Material supplied:
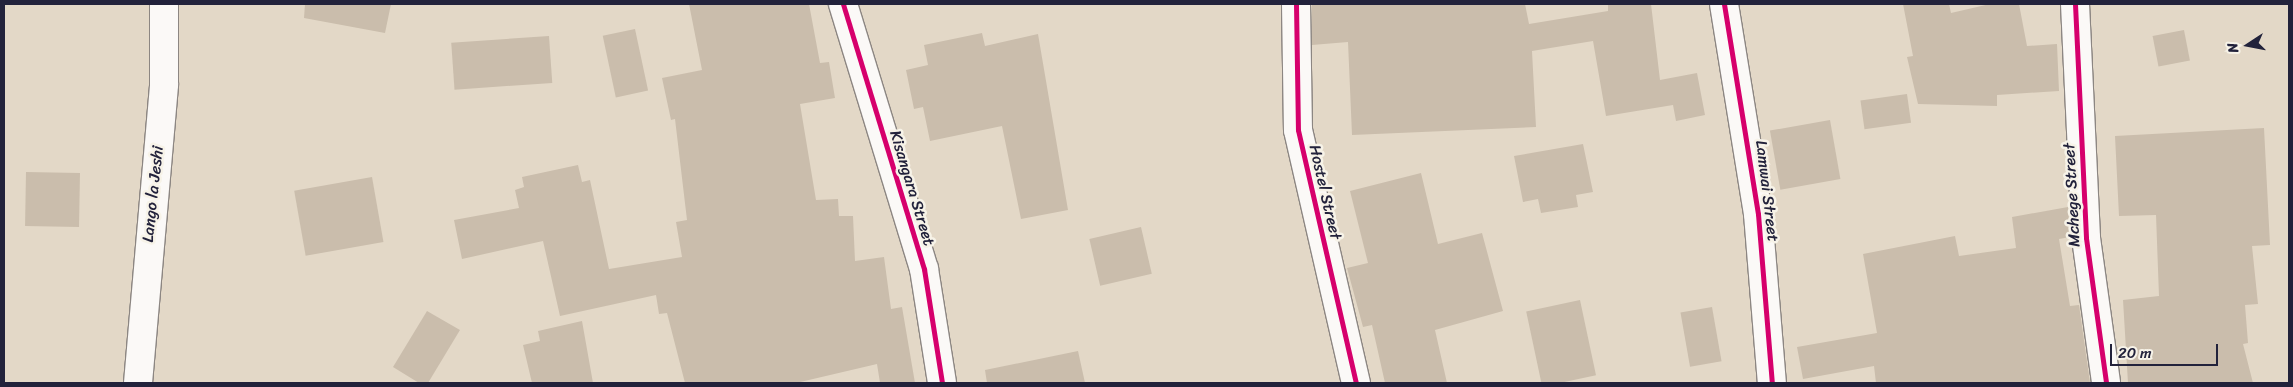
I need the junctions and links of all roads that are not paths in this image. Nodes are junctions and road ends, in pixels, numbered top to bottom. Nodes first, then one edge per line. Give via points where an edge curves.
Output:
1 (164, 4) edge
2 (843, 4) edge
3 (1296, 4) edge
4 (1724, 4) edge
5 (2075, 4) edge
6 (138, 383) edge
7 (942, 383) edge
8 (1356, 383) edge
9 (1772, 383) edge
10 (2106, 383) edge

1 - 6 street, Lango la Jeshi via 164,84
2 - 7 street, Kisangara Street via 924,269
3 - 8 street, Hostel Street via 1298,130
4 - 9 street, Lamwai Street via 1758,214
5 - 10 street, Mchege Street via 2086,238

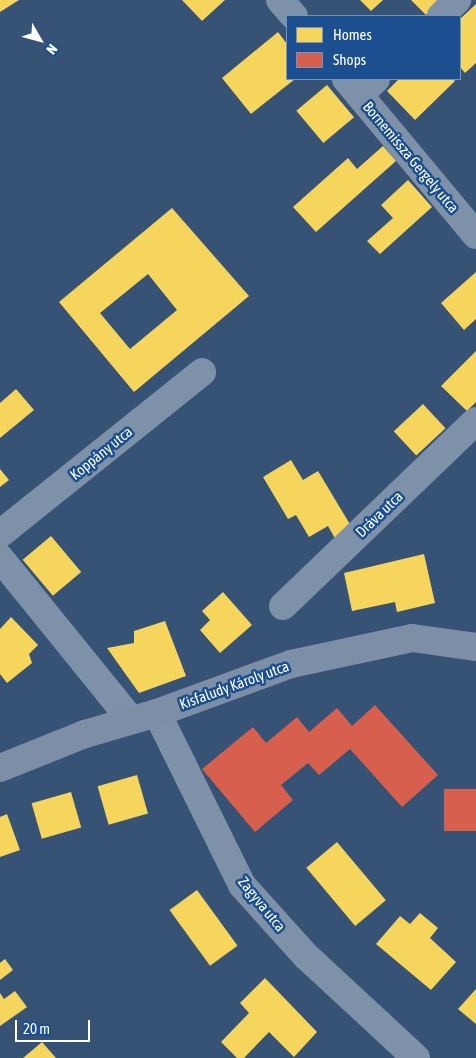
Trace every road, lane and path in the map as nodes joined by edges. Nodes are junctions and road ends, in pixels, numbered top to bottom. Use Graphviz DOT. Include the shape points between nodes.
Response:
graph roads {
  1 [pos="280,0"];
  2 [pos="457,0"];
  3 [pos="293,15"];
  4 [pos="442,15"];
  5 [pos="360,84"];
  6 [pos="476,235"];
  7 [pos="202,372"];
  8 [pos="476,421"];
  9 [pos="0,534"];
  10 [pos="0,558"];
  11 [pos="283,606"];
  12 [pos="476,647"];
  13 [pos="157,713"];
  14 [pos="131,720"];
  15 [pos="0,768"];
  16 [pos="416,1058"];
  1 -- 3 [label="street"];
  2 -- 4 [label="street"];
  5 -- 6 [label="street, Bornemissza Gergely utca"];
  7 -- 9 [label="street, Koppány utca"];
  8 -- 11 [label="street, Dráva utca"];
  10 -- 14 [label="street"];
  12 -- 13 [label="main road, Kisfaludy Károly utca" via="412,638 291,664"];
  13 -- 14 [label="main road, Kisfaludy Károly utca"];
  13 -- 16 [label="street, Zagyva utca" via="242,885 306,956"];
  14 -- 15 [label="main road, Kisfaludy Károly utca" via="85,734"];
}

Goal of the exercise: Please make an exact copy of the whole listing and leave out its pictures.

Exercise result:
I need the junctions and links of all roads that are not paths in this image. Nodes are junctions and road ends, in pixels, numbered top to bottom. Nodes first, then one edge per line. Give via points where an edge curves.
Output:
1 (164, 4) edge
2 (843, 4) edge
3 (1296, 4) edge
4 (1724, 4) edge
5 (2075, 4) edge
6 (138, 383) edge
7 (942, 383) edge
8 (1356, 383) edge
9 (1772, 383) edge
10 (2106, 383) edge

1 - 6 street, Lango la Jeshi via 164,84
2 - 7 street, Kisangara Street via 924,269
3 - 8 street, Hostel Street via 1298,130
4 - 9 street, Lamwai Street via 1758,214
5 - 10 street, Mchege Street via 2086,238

Trace every road, lane and path in the map as nodes joined by edges. Nodes are junctions and road ends, in pixels, numbered top to bottom. Use Graphviz DOT. Include the shape points between nodes.
Response:
graph roads {
  1 [pos="280,0"];
  2 [pos="457,0"];
  3 [pos="293,15"];
  4 [pos="442,15"];
  5 [pos="360,84"];
  6 [pos="476,235"];
  7 [pos="202,372"];
  8 [pos="476,421"];
  9 [pos="0,534"];
  10 [pos="0,558"];
  11 [pos="283,606"];
  12 [pos="476,647"];
  13 [pos="157,713"];
  14 [pos="131,720"];
  15 [pos="0,768"];
  16 [pos="416,1058"];
  1 -- 3 [label="street"];
  2 -- 4 [label="street"];
  5 -- 6 [label="street, Bornemissza Gergely utca"];
  7 -- 9 [label="street, Koppány utca"];
  8 -- 11 [label="street, Dráva utca"];
  10 -- 14 [label="street"];
  12 -- 13 [label="main road, Kisfaludy Károly utca" via="412,638 291,664"];
  13 -- 14 [label="main road, Kisfaludy Károly utca"];
  13 -- 16 [label="street, Zagyva utca" via="242,885 306,956"];
  14 -- 15 [label="main road, Kisfaludy Károly utca" via="85,734"];
}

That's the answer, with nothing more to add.